6.2 Definition of "Disability"
For purposes of Section 6.1(b), the Executive will be deemed to have a
"disability" if, for physical or mental reasons, the Executive is unable to
perform the essential functions of the Executive's duties under this Agreement
for 120 consecutive days, or 180 days during any twelve month period, as
determined in accordance with this Section 6.2. The disability of the Executive
will be determined by a medical doctor selected by written agreement of the
Employer and the Executive upon the request of either party by notice to the
other. If the Employer and the Executive cannot agree on the selection of a
medical doctor, each of them will select a medical doctor and the two medical
doctors will select a third medical doctor who will determine whether the
Executive has a disability.
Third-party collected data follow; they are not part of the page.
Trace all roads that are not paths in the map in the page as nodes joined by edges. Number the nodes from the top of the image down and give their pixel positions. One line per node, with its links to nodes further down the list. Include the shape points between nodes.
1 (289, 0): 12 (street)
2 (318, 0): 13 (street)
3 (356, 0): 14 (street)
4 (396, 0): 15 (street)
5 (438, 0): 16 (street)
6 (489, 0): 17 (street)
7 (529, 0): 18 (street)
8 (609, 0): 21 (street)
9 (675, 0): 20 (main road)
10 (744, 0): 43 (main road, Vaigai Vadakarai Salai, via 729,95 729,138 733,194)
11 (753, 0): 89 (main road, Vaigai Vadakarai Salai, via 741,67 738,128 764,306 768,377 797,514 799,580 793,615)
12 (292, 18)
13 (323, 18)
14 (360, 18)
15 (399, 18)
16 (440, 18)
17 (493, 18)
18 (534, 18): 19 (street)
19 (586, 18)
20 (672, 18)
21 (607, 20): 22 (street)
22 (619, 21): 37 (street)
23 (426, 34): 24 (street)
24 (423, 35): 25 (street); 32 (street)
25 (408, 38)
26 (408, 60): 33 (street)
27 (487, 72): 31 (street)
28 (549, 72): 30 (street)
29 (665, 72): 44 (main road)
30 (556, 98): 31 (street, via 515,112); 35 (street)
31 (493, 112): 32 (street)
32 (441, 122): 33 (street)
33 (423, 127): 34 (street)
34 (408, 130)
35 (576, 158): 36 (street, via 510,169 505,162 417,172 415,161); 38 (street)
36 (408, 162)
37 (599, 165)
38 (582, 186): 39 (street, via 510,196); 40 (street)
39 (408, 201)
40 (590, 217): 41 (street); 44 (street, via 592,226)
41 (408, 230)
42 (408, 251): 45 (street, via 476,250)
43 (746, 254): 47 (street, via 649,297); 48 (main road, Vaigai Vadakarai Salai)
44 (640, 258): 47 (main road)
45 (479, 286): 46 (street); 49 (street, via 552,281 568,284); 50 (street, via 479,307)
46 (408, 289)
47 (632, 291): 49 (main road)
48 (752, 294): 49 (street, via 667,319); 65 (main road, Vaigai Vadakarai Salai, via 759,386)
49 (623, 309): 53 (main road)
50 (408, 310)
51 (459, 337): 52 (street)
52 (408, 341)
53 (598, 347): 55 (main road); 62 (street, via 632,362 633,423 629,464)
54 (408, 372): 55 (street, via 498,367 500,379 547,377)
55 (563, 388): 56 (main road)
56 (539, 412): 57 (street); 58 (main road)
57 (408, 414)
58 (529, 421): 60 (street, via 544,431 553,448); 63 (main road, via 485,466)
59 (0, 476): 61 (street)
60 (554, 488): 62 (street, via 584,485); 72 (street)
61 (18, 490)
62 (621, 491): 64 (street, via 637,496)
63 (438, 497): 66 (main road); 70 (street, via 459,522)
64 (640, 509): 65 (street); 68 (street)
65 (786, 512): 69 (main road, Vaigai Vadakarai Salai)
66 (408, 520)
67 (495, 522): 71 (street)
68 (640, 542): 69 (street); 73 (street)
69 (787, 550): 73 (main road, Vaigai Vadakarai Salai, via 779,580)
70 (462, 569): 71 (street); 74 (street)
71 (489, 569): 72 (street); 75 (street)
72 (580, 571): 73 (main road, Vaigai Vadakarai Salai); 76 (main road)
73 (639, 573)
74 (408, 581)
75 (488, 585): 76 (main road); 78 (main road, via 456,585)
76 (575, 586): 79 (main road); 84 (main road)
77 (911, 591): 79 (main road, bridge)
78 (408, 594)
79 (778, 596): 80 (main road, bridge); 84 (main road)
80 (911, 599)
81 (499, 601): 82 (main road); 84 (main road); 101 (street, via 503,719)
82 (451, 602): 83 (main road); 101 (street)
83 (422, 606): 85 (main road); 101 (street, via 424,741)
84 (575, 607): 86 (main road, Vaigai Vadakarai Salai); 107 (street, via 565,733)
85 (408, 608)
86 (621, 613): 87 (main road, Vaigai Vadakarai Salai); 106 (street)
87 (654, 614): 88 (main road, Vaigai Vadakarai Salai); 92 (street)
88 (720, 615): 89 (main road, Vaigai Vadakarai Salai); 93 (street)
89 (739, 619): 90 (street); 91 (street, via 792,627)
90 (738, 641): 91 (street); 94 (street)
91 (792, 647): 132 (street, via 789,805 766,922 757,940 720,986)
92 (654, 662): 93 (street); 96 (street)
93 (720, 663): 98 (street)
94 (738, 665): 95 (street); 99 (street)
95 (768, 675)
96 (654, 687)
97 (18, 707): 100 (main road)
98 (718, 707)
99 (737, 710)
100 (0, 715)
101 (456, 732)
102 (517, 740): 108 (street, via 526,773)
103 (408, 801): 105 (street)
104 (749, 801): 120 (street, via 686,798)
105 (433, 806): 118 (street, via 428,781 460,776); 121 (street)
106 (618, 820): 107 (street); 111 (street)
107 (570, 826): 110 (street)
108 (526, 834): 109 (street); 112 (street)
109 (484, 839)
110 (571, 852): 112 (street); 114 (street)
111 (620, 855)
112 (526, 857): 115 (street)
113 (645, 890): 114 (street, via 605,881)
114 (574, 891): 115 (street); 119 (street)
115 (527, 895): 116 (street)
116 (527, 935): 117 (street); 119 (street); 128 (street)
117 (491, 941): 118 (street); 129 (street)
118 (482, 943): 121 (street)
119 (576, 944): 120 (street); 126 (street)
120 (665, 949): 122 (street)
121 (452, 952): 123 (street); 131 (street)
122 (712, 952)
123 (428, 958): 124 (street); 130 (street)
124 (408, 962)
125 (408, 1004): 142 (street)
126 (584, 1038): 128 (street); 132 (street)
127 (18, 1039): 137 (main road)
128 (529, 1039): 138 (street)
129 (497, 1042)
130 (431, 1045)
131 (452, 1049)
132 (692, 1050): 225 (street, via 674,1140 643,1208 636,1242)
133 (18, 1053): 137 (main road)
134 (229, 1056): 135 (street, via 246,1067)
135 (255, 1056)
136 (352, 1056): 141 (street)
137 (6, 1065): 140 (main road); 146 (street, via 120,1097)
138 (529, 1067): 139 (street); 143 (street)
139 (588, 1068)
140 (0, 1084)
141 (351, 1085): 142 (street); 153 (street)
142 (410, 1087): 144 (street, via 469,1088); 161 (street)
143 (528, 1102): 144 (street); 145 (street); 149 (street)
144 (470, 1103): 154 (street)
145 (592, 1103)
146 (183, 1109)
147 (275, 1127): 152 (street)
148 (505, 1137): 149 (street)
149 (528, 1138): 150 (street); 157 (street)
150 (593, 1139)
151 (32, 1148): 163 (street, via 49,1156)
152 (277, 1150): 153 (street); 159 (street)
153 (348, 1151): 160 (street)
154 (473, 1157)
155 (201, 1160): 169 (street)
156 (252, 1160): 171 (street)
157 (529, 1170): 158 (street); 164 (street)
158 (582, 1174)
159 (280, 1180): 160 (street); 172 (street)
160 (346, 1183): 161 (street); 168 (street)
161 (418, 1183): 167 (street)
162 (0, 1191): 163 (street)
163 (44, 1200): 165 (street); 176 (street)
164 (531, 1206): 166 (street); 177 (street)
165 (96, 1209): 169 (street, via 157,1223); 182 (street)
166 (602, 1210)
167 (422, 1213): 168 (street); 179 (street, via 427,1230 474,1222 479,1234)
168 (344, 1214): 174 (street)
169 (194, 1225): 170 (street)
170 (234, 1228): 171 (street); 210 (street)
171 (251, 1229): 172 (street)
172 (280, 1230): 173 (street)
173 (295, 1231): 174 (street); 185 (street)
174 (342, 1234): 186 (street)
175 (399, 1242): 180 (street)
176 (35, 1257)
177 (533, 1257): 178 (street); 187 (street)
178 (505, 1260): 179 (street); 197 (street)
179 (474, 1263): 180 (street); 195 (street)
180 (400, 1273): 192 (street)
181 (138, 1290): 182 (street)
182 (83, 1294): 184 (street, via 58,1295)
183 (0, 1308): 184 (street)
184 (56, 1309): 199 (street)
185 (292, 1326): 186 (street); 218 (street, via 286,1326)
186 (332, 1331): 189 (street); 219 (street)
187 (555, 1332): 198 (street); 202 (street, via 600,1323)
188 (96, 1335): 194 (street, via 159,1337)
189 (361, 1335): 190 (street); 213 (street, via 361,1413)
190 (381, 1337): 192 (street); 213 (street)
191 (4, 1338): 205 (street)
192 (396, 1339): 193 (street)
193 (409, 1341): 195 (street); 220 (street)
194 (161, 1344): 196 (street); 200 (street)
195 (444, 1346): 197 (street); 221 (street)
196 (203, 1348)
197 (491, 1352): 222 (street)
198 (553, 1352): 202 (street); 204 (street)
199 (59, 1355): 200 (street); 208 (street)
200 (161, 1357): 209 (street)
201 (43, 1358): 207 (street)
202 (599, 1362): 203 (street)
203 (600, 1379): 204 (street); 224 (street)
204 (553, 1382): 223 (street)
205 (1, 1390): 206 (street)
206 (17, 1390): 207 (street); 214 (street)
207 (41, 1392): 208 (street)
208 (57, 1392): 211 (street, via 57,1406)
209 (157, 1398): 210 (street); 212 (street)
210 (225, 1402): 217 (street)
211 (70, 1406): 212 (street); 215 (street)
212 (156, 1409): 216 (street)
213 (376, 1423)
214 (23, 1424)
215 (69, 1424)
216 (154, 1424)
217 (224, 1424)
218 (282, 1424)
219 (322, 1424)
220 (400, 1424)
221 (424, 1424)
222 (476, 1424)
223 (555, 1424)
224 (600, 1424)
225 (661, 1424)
The determination of the medical doctor selected
under this Section 6.2 will be binding on both parties. The Executive must
submit to a reasonable number of examinations by the medical doctor making the
determination of disability under this Section 6.2, and the Executive hereby
authorizes the disclosure and release to the Employer of such determination and
all supporting medical records. If the Executive is not legally competent, the
Executive's legal guardian or duly authorized attorney-in-fact will act in the
Executive's stead, under this Section 6.2, for the purposes of submitting the
Executive to the examinations, and providing the authorization of disclosure,
required under this Section 6.2.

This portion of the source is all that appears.